Iranian state hacker group linked to ransomware deployments

Amidst rising tensions between Israel and Iran, security researchers fear new escalation.
Written by Catalin Cimpanu, Contributor

Security researchers said they found clues linking recent attacks with the Thanos ransomware to a group of Iranian state-sponsored hackers.

While investigating security incidents at several Israeli prominent organizations, security researchers from ClearSky and Profero said they linked the intrusions to MuddyWater, a known Iranian state-sponsored hacking group.

The intrusions followed similar patterns, with two tactics being recorded.

MuddyWater would use phishing emails carrying malicious Excel or PDF documents that, when opened, would download and install a malware strain from the hackers' servers.

In the second scenario, MuddyWater would scan the internet for unpatched Microsoft Exchange email servers, exploit the CVE-2020-0688 vulnerability, install a web shell on the server, and then download and install the same malware seen before.

But ClearSky says this second-stage malware wasn't just any piece of malicious code, but a strain that has been seen and documented only once before.

Named PowGoop, this PowerShell-based threat has been seen only once in early September and was used to install the Thanos ransomware, according to a report from fellow security firm Palo Alto Networks. Other Thanos (or Hakbit) ransomware attacks have used other malware strains to deploy the ransomware, namely the ubiquitous GuLoader, a completely different malware strain, written in Visual Basic 6.0.

In a report shared with ZDNet today, ClearSky says they stopped the intrusions before attackers could have done any harm, but the company is now raising a sign of alarm in regards to all past Thanos ransomware incidents.

In an interview this week, ClearSky security researchers told ZDNet they believe MuddyWater would have tried to install the Thanos ransomware as a means to hide their attacks and destroy evidence of intrusions by encrypting files on hacked networks.

The tactic of deploying ransomware to hide intrusions has been used before by other state-sponsored operations and has been well documented.

Past Thanos ransomware attacks now need to be revisited and searched for evidence in a new light. Was the attack a cybercrime group, or was it Iranian hackers?

The question needs to be asked because Thanos, which is offered as a Ransomware-as-a-Service, is rented on Russian-speaking hacker forums and is believed to be employed by multiple threat groups.

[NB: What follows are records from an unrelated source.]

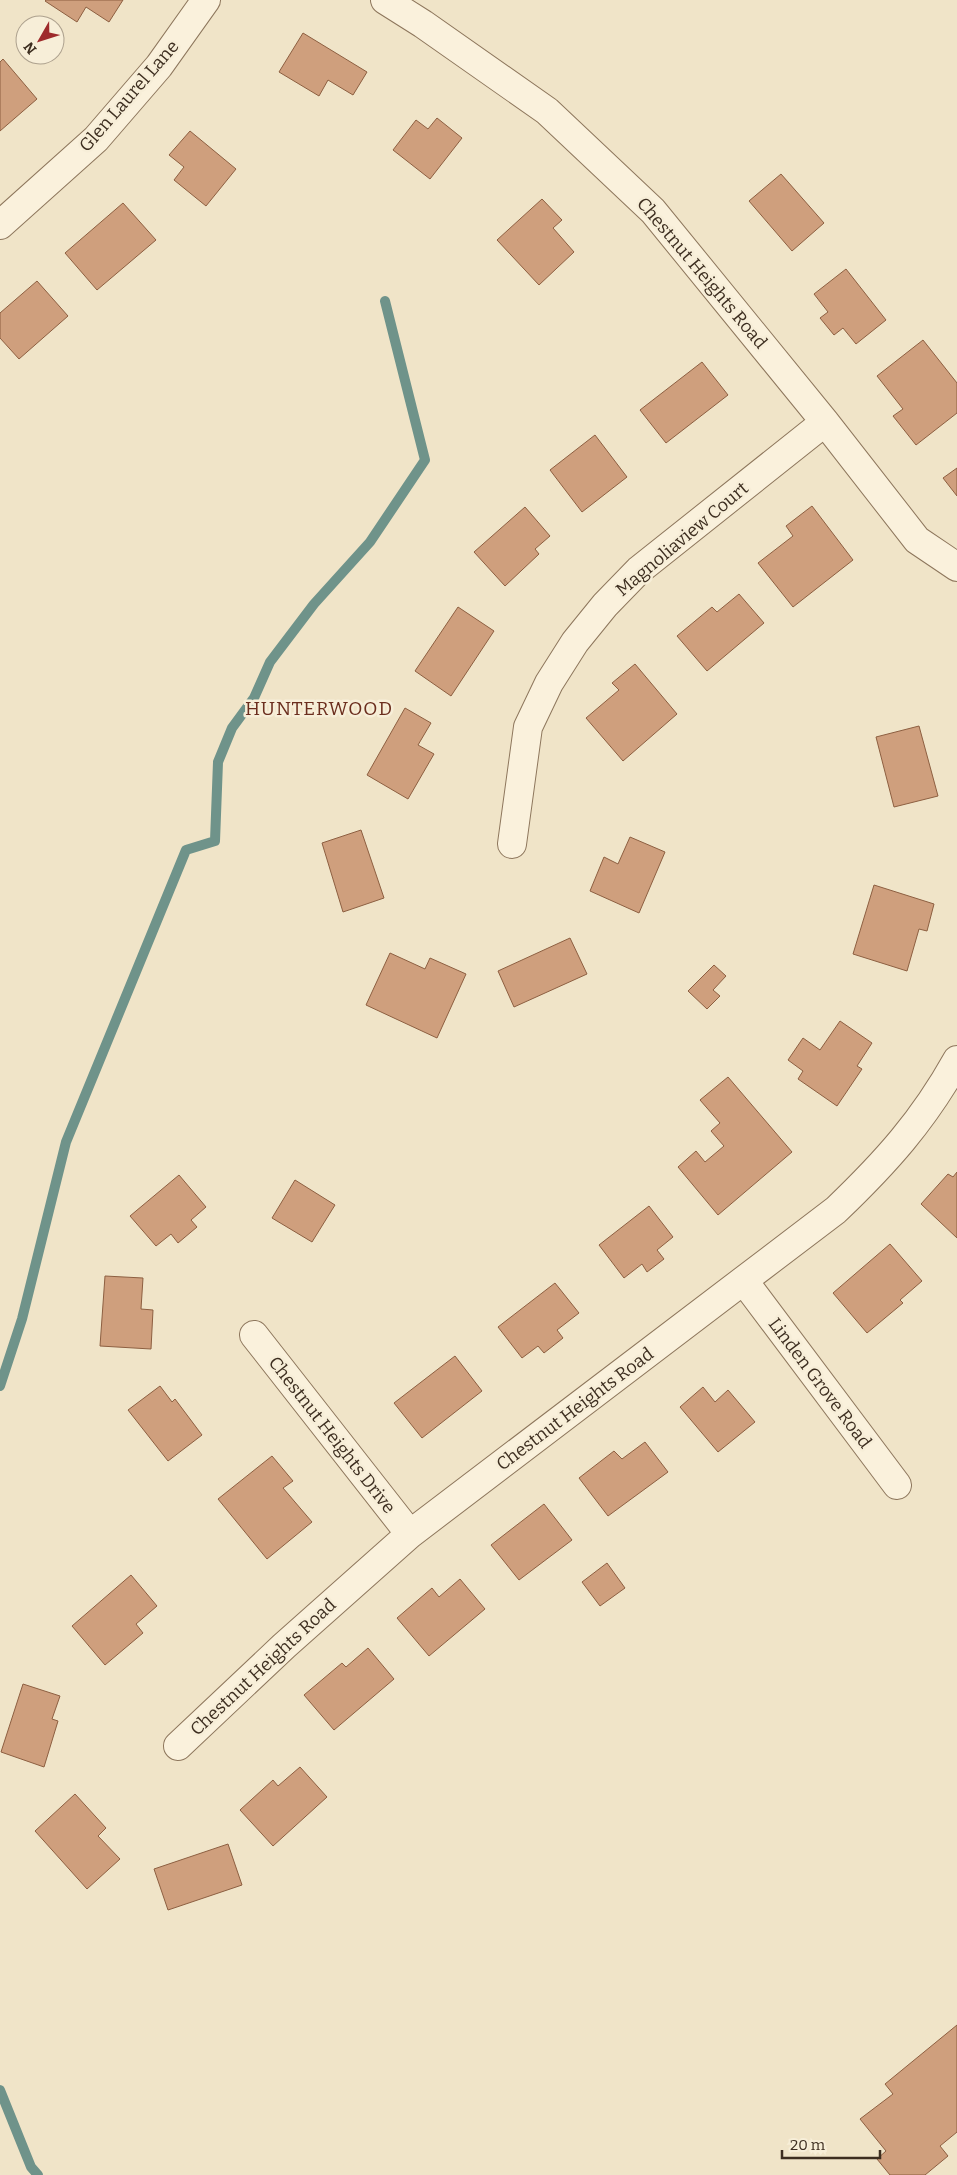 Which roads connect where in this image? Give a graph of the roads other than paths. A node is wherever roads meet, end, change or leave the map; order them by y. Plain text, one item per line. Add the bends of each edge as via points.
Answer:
1 (206, 0) edge
2 (385, 0) edge
3 (0, 225) edge
4 (825, 422) junction
5 (957, 567) edge
6 (512, 844) dead end
7 (957, 1060) edge
8 (744, 1282) junction
9 (254, 1335) dead end
10 (897, 1484) dead end
11 (410, 1534) junction
12 (178, 1746) dead end

1 - 3 street, Glen Laurel Lane via 159,66 96,139
2 - 4 street, Chestnut Heights Road via 547,111 653,211
4 - 5 street, Chestnut Heights Road via 917,540
4 - 6 street, Magnoliaview Court via 639,570 605,604 575,642 528,727
7 - 8 street, Chestnut Heights Road via 914,1127 878,1170 836,1210
8 - 10 street, Linden Grove Road
8 - 11 street, Chestnut Heights Road
9 - 11 street, Chestnut Heights Drive
11 - 12 street, Chestnut Heights Road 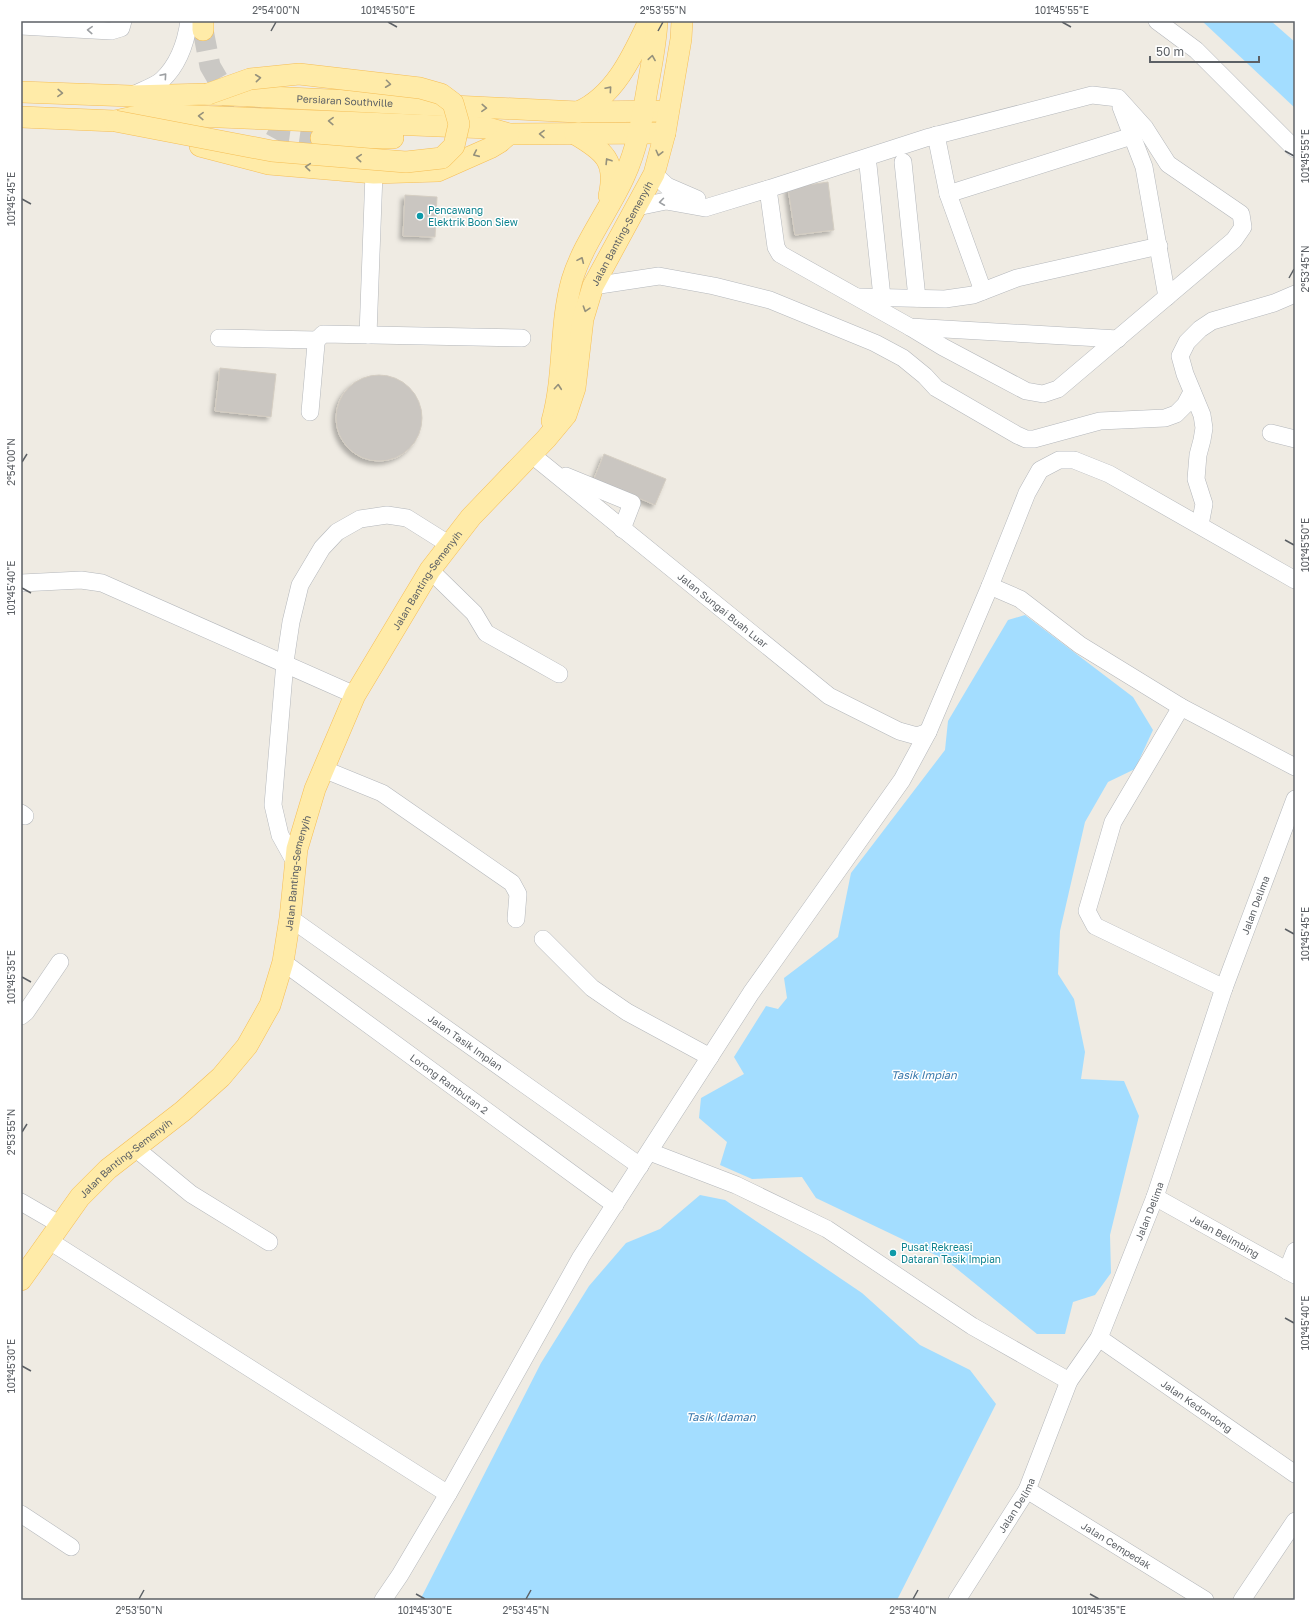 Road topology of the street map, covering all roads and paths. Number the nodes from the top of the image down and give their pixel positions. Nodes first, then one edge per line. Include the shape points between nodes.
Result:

But recent versions of the Thanos ransomware also come with a component that rewrites the computer's MBR and prevents systems from booting. These types of attacks can be extremely disruptive, as systems could be temporarily bricked and might need to be restored from scratch.

ClearSky researcher Ohad Zaidenberg told ZDNet that he believes MuddyWater dipping its toe into ransomware deployments might also be related to the recent mounting political tensions and back-and-forth cyberattacks between Iran and Israel.

MuddyWater has a long history of hacks, but most past operations were geared towards very stealthy intelligence collection. Ransomware, in any form, is not stealthy and can be very destructive, especially when threat actors chose not to honor ransom payments and deliver decryption keys, something that Zaidenberg says could be a possibility, especially when viewed in the current political context.